Líderes do time baiano, os dois jogadores exigiram que o técnico Rene Simões e a diretoria do clube tomassem providências em relação aos casos de indisciplina de Jóbson.

Até mesmo Fahel, antigo companheiro de Jóbson no Botafogo, teria sido contrário à permanência do jogador no Bahia. Fahel chegou a dar conselhos ao atacante pedido que ele se afastasse de festas e evitasse as noitadas em Salvador.

Jóbson, segundo o blog apurou, já estava sendo alertado pelos jogadores mais experientes do time, de que seu comportamento não estava sendo adequado e que privilégios não seriam abertos para nenhum atleta do elenco.

A decisão da diretoria de afastar Jóbson do jogo contra o Santos no último dia 20, não foi por causa da discussão do jogador com o meia Carlos Alberto e muito menos, como foi divulgado, porque Jóbson estaria dividindo o grupo.

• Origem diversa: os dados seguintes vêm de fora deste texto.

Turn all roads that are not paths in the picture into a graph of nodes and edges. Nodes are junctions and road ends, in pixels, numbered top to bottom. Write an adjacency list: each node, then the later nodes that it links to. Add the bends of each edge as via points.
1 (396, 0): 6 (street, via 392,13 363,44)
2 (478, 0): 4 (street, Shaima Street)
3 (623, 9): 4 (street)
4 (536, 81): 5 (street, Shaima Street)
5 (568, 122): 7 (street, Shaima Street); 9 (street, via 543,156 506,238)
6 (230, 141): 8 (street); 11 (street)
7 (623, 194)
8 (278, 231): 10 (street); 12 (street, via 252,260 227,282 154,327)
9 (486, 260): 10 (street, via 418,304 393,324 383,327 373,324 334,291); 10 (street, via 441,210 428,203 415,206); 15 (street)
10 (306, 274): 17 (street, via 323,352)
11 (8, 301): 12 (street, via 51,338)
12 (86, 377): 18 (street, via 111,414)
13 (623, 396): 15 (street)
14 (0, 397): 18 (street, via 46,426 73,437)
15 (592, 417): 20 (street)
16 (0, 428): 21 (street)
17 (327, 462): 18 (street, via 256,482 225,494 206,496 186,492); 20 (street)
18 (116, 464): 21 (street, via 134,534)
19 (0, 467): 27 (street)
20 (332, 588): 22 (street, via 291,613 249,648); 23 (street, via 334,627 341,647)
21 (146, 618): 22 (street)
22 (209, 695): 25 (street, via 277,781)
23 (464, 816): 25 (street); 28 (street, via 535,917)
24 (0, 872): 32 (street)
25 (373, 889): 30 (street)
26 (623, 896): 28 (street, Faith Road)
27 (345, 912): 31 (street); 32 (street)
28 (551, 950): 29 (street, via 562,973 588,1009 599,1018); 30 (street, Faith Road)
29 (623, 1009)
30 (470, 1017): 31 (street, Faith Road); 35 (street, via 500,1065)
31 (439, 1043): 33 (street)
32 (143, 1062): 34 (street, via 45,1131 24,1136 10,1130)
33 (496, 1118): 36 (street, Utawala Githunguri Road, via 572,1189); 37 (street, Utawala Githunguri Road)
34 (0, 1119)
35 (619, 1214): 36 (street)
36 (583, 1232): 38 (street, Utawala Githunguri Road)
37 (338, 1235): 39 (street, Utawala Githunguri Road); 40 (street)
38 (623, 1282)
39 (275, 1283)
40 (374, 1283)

Na véspera da partida contra o Santos, dia 21, Jóbson foi flagrado numa festa na praia de Ipitanga, no Vilage Bahia Tropical. O jogador chegou a concentração atrasado, muito além do horário combinado, cheirando a bebida e deixou os líderes do time, Carlos Alberto e Ricardinho, chateados.

Imediatamente, apoiados pela maioria do elenco, os dois pediram que Rene Simões usasse o bom senso e afastasse o jogador do jogo diante do Santos.

‘Eu quero ver deixarem o menino jogar, mas, para isso, o menino terá que virar homem’.

A frase teria sido dita dentro da concentração do Bahia por um dos jogadores envolvidos e irritados com os constantes atos de indisciplina de Jóbson.

2 Comentários


  1. vamos lá, então! seria melhor se vc tivesse numerado os parágrafos, mas, salvo engano, achei mais de quinze nove erros, levando em conta as repetições:
    1) é Renê, e não, Rene (duas vezes no texto);
    2)3º parágrafo: "Fahel chegou a dar conselhos ao atacante pedido" – deveria ser "… chegou a dar conselhos ao atacante, pedindo" (dois erros, portanto: a falta da vírgula e o gerúndio);
    3)4º parágrafo: "já estava sendo alertado pelos jogadores mais experientes do time, de que (…)" – não tem essa vírgula;
    4) 5º parágrafo: a vírgula após o numeral 20 – ou não tem (porque separa o sujeito do verbo) ou tem que colocar uma antes de "no último dia 20", se considerarmos que poderia ser uma frase interposta;
    5) ainda no 5º parágrafo: "muito menos" deve estar entre vírgulas, mas só tem a que vem depois;
    6) 6º parágrafo: é fácil, faltou o acento grave indicador da crase em "O jogador chegou a concentração atrasado";
    7) ainda no 6º parágrafo: "cheirando à bebida", eu acho (aqui fiquei com um pouco de dúvida, mas, considerando que poderia ser "cheirando a álcool", presumi a existência da preposição – o que levaria à crase, se a palavra seguinte fosse feminina, como é);
    8) acho que é Jobson, né, e não, Jóbson (sete vezes); mas, como é nome próprio, vai saber como está no registro de nascimento do moço…
    E AÍ, QUAL FOI MINHA NOTA, PSOR?!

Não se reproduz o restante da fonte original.